MySQL has traditionally employed statement-based
replication and just recently implemented row-based replication.
In statement-based replication, the actual executed statement is
written to the binary log together with some execution information, and
the statement is reexecuted on the slave. Since not all statements can be
logged as statements, there are some exceptions that you should be aware
of. This section will describe the process of logging statements as well
as the important caveats.
Since the binary log is a common resource—all threads write
statements to it—it is critical to prevent two threads from updating the
binary log at the same time. To handle this, a lock for the binary
log—the LOCK_log mutex—is
acquired just before the event is written to the binary log and released
just after the event has been written. Because all session threads for the
server log statements to the binary log, it is quite common for several
session threads to block on this lock.
1. Logging Data Manipulation Language Statements
Data Manipulation Language (DML) statements are usually DELETE, INSERT, and UPDATE statements. To support safe logging,
MySQL writes the binary log while transaction-level locks are held, and
releases them after the binary log has been written.

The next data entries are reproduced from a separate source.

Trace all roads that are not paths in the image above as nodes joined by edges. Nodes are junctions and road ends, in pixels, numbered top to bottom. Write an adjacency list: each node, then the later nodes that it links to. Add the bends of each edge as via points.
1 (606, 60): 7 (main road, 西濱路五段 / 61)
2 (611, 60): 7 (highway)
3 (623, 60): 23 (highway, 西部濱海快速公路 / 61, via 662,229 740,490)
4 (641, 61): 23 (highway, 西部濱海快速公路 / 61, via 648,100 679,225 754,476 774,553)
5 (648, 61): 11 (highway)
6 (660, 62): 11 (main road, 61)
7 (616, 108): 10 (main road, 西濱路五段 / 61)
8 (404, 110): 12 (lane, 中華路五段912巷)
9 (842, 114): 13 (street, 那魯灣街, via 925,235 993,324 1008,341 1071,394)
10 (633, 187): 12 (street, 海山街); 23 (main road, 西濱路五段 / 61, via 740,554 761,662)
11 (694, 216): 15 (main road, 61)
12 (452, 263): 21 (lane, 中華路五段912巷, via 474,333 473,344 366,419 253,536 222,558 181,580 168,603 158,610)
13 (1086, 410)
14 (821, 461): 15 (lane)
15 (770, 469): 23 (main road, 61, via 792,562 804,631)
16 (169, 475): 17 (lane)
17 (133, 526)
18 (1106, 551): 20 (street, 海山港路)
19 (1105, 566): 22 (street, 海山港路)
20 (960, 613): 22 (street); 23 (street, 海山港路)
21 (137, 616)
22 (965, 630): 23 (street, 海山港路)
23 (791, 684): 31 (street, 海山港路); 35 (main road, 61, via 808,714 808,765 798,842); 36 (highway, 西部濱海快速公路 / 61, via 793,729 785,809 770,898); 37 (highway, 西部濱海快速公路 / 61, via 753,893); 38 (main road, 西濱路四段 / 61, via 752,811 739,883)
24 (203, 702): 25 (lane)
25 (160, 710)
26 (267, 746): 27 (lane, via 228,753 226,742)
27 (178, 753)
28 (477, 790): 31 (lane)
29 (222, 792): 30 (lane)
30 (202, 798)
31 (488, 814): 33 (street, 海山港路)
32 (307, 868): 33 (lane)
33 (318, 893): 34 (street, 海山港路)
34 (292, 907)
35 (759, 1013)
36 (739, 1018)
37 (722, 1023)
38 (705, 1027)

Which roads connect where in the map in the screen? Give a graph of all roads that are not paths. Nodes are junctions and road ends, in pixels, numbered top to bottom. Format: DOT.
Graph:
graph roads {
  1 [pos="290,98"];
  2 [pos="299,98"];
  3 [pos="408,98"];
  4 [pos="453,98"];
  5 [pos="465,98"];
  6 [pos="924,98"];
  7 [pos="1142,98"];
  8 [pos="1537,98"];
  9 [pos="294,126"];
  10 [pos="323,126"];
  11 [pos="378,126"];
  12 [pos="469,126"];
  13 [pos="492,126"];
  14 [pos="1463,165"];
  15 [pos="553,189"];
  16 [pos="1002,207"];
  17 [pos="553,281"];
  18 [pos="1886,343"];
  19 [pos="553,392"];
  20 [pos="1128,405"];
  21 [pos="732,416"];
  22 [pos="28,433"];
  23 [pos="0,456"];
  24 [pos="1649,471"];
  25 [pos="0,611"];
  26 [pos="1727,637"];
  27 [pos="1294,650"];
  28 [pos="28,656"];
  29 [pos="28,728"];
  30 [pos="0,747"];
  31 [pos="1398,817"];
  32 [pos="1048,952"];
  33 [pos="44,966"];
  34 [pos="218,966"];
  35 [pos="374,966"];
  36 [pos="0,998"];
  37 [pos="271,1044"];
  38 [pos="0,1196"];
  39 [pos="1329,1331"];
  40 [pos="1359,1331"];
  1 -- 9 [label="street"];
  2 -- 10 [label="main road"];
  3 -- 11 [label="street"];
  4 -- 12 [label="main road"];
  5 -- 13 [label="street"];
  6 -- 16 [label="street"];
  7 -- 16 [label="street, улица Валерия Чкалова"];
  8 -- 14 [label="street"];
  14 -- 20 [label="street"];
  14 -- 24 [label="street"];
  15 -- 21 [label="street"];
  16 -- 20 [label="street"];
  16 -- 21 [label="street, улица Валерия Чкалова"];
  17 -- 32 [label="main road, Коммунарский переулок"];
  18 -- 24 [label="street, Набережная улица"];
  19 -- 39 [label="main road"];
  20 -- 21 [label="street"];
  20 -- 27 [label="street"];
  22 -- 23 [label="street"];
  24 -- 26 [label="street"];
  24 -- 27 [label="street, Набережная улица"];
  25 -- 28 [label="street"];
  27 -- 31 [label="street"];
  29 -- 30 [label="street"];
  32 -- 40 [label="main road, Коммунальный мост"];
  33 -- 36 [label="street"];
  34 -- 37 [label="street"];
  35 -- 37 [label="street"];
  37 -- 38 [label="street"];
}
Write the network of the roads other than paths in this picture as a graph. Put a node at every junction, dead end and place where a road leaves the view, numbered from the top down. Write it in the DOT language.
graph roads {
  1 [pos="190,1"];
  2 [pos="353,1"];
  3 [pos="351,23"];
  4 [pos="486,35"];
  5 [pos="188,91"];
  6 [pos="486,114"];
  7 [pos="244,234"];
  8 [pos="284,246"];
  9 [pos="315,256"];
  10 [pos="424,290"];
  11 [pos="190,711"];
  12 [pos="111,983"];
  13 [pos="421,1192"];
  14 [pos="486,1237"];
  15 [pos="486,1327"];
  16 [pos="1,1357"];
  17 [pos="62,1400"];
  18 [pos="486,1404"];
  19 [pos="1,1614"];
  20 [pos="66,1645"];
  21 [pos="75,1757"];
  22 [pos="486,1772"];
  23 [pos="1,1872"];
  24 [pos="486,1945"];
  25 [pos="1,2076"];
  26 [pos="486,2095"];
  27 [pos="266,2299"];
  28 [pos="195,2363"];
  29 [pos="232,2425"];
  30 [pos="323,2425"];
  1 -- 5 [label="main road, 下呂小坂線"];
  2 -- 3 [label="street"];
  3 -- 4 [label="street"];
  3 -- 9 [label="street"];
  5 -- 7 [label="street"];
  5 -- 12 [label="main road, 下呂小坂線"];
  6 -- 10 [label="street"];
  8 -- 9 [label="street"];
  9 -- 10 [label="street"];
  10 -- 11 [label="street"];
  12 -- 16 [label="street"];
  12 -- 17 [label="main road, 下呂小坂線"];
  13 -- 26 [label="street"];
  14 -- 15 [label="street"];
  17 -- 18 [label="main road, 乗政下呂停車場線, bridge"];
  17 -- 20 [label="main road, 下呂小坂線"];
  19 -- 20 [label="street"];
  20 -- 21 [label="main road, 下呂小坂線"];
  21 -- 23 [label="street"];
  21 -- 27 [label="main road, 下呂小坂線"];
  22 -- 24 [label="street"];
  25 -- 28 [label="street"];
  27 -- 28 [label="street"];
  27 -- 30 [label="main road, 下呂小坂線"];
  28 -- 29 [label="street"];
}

To ensure the binary log is updated consistently with the tables
that the statement modifies, the statement is logged to the binary log
at the same time that the statement is being committed, just before the
table locks are released. If the logging were not made as part of the
statement, another statement could be “injected” between the changes
that the statement introduces to the database and the logging of the
statement to the binary log. This would mean that the statements would
be logged in a different order than the one in which they took effect in
the database, which clearly could lead to inconsistencies between master
and slave. For instance, an UPDATE statement with
a WHERE clause could update different
rows on the slave because the values in those rows could change if the
statement order changed.
2. Logging Data Definition Language Statements
Data Definition Language (DDL) statements affect a schema, such as CREATE
TABLE and ALTER TABLE
statements. These create or change objects in the
filesystem—for example, table definitions are stored in
.frm files and databases are
represented as filesystem directories—so the server keeps information
about these available in data structures internally. To protect the
update of the internal data structure, it is necessary to acquire a lock
before altering the table definition.
Since a single lock is used to protect these data structures, the
creation, alteration, and destruction of database objects can be a
considerable source of performance problems. This includes the creation and
destruction of temporary tables, which is quite common as a technique to
create an intermediate result set to perform computations on.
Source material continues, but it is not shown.